_Information shown:_
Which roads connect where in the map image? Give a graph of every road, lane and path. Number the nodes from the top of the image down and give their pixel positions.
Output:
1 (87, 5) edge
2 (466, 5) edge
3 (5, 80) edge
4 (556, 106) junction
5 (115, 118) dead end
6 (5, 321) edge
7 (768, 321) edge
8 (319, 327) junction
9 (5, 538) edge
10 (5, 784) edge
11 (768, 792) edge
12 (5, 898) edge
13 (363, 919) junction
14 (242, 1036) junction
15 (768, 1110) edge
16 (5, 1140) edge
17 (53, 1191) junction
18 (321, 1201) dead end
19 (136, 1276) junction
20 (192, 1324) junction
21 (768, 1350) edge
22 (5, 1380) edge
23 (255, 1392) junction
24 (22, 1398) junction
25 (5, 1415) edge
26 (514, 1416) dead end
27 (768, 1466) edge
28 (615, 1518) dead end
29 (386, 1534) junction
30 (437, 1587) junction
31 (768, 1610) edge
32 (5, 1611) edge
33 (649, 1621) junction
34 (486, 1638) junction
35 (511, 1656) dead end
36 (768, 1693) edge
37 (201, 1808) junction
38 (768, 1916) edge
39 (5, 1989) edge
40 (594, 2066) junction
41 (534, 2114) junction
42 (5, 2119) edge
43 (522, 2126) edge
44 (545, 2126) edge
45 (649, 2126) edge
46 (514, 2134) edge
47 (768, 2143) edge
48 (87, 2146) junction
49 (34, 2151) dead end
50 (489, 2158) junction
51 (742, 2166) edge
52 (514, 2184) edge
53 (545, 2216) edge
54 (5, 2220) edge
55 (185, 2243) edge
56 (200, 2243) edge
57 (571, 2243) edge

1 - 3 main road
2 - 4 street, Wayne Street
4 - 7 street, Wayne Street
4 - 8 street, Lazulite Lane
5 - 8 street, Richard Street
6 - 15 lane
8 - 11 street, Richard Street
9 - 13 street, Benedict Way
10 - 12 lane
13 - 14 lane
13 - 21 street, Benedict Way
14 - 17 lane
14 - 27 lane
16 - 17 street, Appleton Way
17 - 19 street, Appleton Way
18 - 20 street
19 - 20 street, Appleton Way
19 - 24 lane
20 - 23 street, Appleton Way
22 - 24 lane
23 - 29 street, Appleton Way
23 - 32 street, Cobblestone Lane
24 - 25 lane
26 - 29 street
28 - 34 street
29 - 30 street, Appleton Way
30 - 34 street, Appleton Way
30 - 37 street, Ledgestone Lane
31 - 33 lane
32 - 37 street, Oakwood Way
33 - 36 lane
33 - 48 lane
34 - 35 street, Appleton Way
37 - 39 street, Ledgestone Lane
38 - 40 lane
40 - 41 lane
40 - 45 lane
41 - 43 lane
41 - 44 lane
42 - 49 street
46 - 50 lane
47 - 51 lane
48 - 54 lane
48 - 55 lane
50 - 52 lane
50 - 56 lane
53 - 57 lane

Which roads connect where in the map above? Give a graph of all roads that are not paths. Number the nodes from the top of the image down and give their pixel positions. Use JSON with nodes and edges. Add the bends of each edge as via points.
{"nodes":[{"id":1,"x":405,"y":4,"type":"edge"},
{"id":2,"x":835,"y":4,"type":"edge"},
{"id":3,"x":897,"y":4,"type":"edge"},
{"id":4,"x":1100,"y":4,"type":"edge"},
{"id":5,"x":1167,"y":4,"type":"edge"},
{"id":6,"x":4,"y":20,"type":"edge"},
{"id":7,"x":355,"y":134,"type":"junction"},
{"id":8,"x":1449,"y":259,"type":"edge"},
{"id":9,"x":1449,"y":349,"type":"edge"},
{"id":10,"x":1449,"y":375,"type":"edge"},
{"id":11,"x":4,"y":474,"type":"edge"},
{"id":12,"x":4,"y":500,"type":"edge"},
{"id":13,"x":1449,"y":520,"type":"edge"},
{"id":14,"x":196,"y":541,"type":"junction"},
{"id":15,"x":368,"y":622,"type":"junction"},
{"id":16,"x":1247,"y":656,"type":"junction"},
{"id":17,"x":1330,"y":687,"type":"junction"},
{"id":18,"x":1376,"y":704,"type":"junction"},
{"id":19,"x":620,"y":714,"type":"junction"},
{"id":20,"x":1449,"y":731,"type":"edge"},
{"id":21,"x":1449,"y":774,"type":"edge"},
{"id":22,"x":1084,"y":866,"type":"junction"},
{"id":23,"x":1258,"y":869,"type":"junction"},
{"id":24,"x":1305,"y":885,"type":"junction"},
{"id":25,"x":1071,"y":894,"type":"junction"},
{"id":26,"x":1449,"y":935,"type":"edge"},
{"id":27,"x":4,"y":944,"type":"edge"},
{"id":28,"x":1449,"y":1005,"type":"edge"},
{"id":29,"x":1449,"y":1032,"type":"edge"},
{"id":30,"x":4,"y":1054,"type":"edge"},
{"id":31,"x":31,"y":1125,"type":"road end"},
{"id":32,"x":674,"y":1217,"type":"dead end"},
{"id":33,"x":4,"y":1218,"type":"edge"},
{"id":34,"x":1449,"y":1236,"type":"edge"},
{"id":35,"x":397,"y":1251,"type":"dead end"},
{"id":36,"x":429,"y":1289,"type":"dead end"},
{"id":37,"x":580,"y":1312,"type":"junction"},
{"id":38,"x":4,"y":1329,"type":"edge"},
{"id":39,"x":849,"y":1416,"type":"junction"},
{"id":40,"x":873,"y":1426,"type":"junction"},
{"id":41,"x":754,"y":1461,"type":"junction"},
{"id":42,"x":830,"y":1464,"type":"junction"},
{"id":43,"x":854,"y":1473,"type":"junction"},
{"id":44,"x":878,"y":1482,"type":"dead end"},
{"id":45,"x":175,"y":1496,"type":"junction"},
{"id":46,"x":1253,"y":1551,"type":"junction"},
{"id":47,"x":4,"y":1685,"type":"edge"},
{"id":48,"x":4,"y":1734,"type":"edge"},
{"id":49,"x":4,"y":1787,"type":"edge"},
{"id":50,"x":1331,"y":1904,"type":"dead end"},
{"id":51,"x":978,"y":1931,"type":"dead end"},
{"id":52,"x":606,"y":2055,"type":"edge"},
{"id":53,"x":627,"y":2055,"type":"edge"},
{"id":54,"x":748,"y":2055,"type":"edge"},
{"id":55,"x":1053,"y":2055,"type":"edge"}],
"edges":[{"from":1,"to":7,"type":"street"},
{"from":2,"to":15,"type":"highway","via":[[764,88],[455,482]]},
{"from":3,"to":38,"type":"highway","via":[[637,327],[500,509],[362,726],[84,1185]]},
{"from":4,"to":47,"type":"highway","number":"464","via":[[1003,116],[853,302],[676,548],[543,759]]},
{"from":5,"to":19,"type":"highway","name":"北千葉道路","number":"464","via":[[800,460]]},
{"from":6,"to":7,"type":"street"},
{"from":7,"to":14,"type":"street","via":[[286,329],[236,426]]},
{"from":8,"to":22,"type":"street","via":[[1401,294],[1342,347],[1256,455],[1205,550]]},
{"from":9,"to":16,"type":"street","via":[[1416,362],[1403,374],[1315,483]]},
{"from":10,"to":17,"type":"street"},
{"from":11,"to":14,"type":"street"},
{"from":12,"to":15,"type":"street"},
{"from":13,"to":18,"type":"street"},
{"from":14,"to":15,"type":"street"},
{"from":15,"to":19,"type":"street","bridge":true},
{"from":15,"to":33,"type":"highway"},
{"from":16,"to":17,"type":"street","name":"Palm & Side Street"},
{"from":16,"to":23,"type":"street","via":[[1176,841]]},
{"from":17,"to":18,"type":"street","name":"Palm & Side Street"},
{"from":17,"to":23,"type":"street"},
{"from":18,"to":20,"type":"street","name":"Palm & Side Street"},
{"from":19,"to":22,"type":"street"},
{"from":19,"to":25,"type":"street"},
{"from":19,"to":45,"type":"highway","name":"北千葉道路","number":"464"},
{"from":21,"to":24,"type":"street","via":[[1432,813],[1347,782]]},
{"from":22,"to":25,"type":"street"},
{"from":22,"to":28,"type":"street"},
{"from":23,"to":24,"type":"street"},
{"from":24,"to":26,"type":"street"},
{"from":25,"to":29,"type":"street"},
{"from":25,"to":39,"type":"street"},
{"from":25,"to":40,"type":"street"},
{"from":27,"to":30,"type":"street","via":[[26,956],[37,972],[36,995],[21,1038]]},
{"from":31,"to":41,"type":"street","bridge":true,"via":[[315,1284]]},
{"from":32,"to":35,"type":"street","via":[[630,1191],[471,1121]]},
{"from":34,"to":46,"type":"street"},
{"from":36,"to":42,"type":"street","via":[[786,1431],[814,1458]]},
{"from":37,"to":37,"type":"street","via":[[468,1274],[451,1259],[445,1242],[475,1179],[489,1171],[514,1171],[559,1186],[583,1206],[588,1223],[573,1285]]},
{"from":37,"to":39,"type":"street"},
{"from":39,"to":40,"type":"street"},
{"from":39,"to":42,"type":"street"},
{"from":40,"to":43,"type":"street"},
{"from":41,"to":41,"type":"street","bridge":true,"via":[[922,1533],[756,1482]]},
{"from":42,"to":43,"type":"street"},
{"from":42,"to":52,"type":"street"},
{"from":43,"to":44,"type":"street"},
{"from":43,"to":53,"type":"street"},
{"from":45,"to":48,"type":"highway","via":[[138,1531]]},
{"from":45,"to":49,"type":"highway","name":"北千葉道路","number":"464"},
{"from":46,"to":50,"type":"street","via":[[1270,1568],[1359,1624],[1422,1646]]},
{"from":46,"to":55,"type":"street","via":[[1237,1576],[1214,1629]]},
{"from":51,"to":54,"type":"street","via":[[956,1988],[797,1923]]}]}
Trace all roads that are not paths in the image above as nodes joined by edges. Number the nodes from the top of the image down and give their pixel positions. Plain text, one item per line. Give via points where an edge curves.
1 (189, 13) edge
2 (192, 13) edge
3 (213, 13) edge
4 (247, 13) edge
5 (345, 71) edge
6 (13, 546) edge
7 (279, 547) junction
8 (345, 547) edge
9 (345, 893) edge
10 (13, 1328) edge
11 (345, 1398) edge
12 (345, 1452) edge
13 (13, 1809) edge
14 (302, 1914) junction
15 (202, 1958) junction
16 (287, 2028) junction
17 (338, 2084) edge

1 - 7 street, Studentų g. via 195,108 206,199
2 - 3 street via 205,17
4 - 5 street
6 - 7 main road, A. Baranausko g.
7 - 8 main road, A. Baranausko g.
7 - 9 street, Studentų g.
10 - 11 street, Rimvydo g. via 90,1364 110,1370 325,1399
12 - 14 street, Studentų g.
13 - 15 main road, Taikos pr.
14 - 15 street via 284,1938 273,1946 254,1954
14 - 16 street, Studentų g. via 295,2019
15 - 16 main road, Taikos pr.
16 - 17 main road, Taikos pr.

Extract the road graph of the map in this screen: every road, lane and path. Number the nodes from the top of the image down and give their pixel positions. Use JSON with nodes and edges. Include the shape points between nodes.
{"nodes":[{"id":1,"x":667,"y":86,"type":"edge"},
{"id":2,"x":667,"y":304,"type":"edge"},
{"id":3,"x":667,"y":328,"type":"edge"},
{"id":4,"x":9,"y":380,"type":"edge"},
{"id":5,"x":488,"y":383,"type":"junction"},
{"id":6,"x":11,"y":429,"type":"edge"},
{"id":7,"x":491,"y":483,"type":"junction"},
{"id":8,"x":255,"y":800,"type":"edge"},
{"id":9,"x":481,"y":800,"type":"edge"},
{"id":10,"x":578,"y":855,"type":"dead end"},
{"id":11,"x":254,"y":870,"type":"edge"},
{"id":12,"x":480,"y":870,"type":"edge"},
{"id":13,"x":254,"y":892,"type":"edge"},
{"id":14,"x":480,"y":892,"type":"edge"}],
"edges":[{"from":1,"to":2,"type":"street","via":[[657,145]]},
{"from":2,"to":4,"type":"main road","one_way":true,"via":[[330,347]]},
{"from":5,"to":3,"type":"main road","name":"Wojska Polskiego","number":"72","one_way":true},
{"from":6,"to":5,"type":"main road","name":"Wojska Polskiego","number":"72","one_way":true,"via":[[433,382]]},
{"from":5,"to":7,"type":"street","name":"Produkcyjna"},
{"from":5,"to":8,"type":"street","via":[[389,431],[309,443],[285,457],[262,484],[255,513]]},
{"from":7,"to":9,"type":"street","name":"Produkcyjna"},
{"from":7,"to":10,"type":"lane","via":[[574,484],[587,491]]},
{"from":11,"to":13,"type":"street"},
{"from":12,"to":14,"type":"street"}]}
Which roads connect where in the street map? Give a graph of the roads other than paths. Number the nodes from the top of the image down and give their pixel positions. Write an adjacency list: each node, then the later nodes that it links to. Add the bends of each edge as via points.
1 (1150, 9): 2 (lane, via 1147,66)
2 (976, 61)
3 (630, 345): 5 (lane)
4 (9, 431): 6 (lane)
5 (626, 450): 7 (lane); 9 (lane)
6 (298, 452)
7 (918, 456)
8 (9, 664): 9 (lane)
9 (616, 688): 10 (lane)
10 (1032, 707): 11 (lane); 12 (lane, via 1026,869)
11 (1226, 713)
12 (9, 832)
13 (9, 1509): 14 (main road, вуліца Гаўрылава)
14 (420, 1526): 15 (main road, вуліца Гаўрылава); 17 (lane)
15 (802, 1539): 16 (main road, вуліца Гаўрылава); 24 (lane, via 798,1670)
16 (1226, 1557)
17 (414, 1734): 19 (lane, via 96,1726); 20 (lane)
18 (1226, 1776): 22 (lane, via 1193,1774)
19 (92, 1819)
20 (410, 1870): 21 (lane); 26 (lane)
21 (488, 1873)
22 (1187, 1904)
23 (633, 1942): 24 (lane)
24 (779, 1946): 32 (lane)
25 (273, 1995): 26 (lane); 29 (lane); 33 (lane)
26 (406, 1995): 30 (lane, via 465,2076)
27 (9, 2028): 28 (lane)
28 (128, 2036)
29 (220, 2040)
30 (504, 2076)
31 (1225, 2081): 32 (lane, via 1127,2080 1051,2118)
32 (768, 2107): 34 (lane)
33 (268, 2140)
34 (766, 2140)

_The task:_ Each line holding the word "Benedict" must be pulled from the records.

_Solved exercise:_
9 - 13 street, Benedict Way
13 - 21 street, Benedict Way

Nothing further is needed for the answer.